Iconic Duke University building to be named after Black pioneer for the first time in the college's history

DURHAM, N.C. (WTVD) -- Duke University announced that it would be renaming its iconic west campus building in honor of one of the university's first Black undergraduates.

The Sociology-Psychology Building on West Campus will now be known as the Reuben-Cooke building after Wilhelmina Reuben-Cooke.

The Board of Trustees voted unanimously Saturday to proceed with the new name.

Reuben-Cooke came to Duke in 1963 as one of the "First Five" Black undergraduates, entering classrooms that previously had been closed to Black students.

President Vincent Price announced the naming of the Wilhelmina Reuben-Cooke Building in a statement sent to the university community.

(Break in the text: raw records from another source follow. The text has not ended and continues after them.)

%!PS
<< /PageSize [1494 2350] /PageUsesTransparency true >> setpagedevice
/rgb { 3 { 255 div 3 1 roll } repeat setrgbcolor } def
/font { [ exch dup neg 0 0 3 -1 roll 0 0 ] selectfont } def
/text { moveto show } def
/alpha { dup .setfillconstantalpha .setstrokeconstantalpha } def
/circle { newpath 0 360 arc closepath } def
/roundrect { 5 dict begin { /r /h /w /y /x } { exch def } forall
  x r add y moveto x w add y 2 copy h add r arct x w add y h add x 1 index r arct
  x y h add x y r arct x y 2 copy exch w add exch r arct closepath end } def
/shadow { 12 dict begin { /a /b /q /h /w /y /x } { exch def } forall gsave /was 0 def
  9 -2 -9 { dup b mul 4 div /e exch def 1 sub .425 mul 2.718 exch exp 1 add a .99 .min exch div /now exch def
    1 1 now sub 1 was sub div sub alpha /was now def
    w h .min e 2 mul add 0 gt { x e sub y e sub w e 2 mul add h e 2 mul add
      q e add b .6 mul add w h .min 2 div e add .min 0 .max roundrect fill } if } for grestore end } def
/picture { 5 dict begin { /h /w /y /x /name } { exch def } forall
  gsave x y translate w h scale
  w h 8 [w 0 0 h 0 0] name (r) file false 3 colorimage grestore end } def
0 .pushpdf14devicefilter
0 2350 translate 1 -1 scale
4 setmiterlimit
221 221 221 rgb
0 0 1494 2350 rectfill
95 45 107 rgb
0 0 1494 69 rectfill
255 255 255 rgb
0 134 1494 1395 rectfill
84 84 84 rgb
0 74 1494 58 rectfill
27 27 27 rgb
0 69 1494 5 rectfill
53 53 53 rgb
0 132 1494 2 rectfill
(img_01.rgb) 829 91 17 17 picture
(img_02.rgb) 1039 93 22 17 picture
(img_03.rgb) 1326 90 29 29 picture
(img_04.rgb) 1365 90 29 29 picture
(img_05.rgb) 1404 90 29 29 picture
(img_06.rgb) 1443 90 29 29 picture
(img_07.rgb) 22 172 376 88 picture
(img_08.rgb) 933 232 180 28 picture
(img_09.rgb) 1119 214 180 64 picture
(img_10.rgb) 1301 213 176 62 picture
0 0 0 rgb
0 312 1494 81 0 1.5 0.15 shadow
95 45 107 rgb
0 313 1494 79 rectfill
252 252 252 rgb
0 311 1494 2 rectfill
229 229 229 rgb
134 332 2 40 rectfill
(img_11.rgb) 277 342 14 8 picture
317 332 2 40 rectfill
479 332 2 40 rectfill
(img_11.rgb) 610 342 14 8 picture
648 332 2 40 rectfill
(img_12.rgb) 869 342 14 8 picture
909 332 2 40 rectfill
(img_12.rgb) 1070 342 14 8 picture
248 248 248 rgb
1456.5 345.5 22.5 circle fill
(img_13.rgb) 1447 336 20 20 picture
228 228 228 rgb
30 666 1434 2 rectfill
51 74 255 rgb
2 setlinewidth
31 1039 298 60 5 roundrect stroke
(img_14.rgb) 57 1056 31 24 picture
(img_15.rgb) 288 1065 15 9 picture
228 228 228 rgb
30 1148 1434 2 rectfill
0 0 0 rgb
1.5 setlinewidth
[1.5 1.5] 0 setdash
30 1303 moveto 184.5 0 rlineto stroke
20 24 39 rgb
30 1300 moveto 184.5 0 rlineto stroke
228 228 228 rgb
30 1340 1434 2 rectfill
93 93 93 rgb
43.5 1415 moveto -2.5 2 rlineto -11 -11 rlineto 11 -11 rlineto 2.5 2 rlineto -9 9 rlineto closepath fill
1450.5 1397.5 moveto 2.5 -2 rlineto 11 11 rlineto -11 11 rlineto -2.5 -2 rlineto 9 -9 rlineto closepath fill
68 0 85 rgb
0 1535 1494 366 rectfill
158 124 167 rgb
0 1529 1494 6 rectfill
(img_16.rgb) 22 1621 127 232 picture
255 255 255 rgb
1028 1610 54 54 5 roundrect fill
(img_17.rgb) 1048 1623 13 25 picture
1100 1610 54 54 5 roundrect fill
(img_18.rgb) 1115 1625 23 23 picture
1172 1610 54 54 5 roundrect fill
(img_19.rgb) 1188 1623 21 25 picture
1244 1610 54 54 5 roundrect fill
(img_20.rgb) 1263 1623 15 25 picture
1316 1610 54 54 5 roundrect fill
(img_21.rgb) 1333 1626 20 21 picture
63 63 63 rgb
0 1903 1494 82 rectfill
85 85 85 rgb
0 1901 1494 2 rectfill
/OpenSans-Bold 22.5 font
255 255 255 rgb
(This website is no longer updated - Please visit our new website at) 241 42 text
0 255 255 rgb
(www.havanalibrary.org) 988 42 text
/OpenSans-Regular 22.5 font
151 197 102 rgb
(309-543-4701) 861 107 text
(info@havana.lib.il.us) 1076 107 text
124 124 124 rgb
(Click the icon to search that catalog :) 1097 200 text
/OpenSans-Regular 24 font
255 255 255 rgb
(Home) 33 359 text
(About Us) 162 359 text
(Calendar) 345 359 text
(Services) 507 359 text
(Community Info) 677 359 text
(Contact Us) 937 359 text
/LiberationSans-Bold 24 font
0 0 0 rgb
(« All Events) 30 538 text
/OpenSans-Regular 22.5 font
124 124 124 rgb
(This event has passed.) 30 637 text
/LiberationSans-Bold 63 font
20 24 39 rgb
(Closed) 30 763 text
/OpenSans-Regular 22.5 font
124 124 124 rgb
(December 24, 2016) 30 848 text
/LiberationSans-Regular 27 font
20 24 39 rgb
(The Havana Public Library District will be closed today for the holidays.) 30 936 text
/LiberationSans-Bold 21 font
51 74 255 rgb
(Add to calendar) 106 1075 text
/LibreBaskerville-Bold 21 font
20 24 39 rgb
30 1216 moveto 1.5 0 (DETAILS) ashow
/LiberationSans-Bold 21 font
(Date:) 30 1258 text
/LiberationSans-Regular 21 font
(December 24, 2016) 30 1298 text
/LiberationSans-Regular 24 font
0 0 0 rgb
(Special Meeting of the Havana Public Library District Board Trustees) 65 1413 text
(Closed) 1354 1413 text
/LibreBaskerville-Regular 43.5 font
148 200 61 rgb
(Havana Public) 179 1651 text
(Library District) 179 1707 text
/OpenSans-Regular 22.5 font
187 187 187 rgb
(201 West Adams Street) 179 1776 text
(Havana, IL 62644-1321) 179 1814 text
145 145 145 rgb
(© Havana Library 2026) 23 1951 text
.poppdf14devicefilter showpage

"From this day forward, anyone who passes through its doors will carry on her legacy of accomplishment, engagement and lasting impact," President Price wrote.

Reuben-Cooke -- who died in 2019 -- is the first Black woman to have a campus building named for her.

The John Hope Franklin Center, which is home to a variety of international and interdisciplinary academic programs, was previously named after the Duke historian.

Abele Quad, which was dedicated in 2016, was named for Julian Abele, the African-American architect who designed West Campus.

After graduating in 1967, Reuben-Cooke was named a Woodrow Wilson Scholar. During her time at Duke, she was active in the civil rights movement, including protesting in Durham and Chapel Hill and signing an open letter against the membership of key Duke administrators and faculty members at the then all-white Hope Valley Country Club.

She graduated from the University of Michigan Law School in 1973 and went on to have a distinguished career as an attorney.